Le tabou tenace des hommes battus a été brisé. L’existence aujourd’hui d’hommes courageux qui osent parler et d’associations qui les défendent en est la preuve éloquente. La sociologue Soumaya Naamane Guessous décrit, dans un entretien à la MAP, les formes que peut prendre la violence de la femme au milieu conjugal et met en avant les différentes mutations que la relation du couple a connues.
- Votre avis sur la violence féminine contre les hommes dans le milieu conjugal?
La violence subie par les hommes est incomparable à celle subie par les femmes. Le gap est énorme, mais il ne faut pas nier qu’il existe des hommes battus, qui ont reçu un jour une gifle de la part de leurs épouses ou au maximum un coup de poing. Il faut signaler, en l’occurrence, qu’elles sont rares les femmes qui osent violenter leur conjoint, soit par peur ou parce que tout simplement ça n’émane pas de leur culture et de leur éducation.
L’épouse, en cas de discorde, fait subir à son mari une violence essentiellement verbale et psychologique surtout qu’elle n’est pas prédisposée, de par ses traditions, à affronter l’homme. Elle peut utiliser des méthodes détournées, notamment la ruse afin de déstabiliser ses habitudes à la maison, ou chercher ses petites faiblesses sur lesquelles elle va jouer pour le contrarier et provoquer sa colère.

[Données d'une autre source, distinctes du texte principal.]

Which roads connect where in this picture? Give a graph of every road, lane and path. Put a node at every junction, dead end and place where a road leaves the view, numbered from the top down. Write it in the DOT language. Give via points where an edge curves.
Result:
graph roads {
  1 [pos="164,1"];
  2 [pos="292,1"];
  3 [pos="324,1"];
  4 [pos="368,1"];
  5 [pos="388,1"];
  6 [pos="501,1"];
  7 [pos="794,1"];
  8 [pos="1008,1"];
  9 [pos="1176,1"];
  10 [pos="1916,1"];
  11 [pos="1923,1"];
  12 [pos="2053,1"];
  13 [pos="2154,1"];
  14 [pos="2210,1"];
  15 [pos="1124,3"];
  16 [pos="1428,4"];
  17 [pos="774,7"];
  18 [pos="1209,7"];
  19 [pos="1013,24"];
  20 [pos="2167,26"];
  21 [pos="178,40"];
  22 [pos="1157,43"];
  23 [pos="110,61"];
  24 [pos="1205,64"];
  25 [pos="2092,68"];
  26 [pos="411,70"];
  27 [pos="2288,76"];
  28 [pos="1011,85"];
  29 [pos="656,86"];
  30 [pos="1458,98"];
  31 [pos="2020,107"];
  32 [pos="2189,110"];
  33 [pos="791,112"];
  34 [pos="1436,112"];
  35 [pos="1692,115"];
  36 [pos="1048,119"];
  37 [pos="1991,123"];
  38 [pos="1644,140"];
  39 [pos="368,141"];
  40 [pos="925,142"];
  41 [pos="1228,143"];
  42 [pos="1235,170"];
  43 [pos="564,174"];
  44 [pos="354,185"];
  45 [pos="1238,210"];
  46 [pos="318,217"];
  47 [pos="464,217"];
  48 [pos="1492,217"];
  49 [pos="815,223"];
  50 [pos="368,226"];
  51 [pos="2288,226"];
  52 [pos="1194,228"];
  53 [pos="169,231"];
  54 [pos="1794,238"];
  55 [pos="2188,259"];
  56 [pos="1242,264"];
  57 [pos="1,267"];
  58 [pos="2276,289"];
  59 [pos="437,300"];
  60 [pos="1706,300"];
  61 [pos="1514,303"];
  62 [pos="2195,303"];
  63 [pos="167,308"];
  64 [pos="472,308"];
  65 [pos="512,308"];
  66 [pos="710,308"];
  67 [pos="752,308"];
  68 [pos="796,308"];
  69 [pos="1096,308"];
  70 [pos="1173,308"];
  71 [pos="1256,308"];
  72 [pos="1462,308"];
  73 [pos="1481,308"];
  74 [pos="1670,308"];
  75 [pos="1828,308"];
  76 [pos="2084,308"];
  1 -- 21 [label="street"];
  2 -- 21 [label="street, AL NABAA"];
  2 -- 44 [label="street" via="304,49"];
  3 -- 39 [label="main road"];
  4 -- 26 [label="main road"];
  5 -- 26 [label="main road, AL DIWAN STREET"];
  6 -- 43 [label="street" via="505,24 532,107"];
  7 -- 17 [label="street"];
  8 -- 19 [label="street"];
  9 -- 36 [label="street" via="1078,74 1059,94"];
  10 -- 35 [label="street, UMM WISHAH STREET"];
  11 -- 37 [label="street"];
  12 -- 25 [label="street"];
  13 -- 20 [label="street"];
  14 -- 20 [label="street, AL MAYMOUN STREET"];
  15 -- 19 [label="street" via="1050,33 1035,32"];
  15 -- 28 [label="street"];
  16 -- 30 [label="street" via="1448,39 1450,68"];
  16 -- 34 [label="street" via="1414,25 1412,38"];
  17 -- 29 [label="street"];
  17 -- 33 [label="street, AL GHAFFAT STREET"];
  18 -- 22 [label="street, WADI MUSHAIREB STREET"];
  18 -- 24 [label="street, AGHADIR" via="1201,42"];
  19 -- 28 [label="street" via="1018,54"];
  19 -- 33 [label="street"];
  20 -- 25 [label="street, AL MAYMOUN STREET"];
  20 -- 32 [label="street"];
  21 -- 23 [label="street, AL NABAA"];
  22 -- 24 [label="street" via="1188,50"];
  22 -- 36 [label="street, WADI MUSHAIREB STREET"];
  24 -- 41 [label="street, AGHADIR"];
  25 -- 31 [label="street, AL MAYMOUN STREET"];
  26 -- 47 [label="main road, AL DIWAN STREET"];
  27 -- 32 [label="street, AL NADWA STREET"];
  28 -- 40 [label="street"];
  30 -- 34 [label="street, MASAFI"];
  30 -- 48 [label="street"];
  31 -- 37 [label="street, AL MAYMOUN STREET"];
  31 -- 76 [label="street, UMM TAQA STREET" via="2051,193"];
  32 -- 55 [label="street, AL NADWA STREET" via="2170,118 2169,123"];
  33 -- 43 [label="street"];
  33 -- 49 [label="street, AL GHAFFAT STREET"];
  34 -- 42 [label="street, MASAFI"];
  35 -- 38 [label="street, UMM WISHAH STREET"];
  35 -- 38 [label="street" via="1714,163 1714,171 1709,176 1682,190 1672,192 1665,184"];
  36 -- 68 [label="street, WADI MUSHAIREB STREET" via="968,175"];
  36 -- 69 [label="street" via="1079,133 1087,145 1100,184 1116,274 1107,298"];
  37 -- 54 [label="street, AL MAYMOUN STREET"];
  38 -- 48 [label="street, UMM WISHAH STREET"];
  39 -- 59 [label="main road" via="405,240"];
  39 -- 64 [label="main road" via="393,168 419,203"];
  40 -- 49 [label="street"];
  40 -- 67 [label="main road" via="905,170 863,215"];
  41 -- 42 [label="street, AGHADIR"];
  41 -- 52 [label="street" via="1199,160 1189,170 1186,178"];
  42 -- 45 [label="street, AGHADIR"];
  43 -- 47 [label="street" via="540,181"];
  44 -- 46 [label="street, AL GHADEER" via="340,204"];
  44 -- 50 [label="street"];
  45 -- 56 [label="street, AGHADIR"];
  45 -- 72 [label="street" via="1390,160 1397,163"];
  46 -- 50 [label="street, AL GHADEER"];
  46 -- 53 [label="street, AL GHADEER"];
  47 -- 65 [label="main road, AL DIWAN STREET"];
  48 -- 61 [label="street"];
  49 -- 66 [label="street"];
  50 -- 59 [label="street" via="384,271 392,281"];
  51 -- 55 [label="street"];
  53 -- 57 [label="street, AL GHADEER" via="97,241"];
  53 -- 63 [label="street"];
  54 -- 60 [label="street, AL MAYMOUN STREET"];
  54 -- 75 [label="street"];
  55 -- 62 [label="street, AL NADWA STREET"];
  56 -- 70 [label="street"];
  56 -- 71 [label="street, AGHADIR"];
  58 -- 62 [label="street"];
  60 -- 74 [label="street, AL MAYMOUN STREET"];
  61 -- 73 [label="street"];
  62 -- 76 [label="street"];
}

- Les hommes violentés, pourquoi n’en parlait-on pas auparavant? Qu’est ce qui a changé aujourd’hui dans notre société?
Des hommes violentés ont toujours existé dans toutes les sociétés, dont la nôtre, soit dans la ville ou au fin fond de la campagne. Maintenant ce qui a changé c’est que le tabou tenace, touchant à la virilité de l’homme, a été brisé. La floraison des associations défendant cette question et le courage de certains hommes qui osent dire « je suis violenté et je demande justice » en témoigne.
Quant aux femmes, elles ont pris beaucoup de pouvoir au niveau du couple. Elles ont changé leur représentation même du mariage et la conception de leur place dans le couple. Qu’elles soient lettrées ou analphabètes, les femmes veulent vivre aujourd’hui d’une façon équitable dans une relation harmonieuse avec l’époux. Elles ne viennent plus au mariage tête baissée et soumise, mais elles cherchent à établir des rapports « Win Win » avec le mari.
L’homme aspire d’épouser une femme qui travaille, ce qui est légitime à l’ère du consumérisme qui marque notre mode de vie. Cette partenaire, dotée d’une vie professionnelle épanouie, devient tout simplement une femme moderne sauf que l’homme marocain, dans la majorité des cas, est resté traditionnel. Par exemple, il ne va pas l’aider à accomplir les tâches ménagères sinon c’est toute sa virilité qui est remise en question, ce qui peut le pousser à devenir violent et à alimenter la colère de sa femme à son tour.
Dépendante financièrement, cette femme, qui ne mendie plus sa nourriture ou ses habits, ne subit plus de pression et se sent en position de force.
Pour sa part, l’homme marocain, attaché à ses privilèges culturels, n’est pas encore prêt à ce changement, ce qui crée une prédisposition au sein du couple à ce que le conflit éclate. Et quand les conflits sont mal gérés, la personne, que ce soit l’homme ou la femme, peut devenir effectivement violente.
La relation époux/épouse est donc en pleine mutation. Elle peut être tumultueuse quand le mari reste prisonnier de son éducation traditionnelle alors qu’il a fait le choix d’épouser une femme moderne.
- Les femmes cherchent elles une rupture avec le modèle de relation homme-femme de la génération des mères et des grandes mères?
Effectivement. Certaines femmes ont emmagasiné des chocs, des traumatismes, des frustrations ou des mécontentements à partir de la relation homme-femme que vivaient leurs mères et leurs grand-mères.
Les mutations sociales créent des profils de femmes qui se révoltent contre les rôles traditionnels des époux.
Les jeunes mariées arrivent aujourd’hui en étant alerte et n’acceptent pas de reproduire le modèle de la femme soumise au foyer.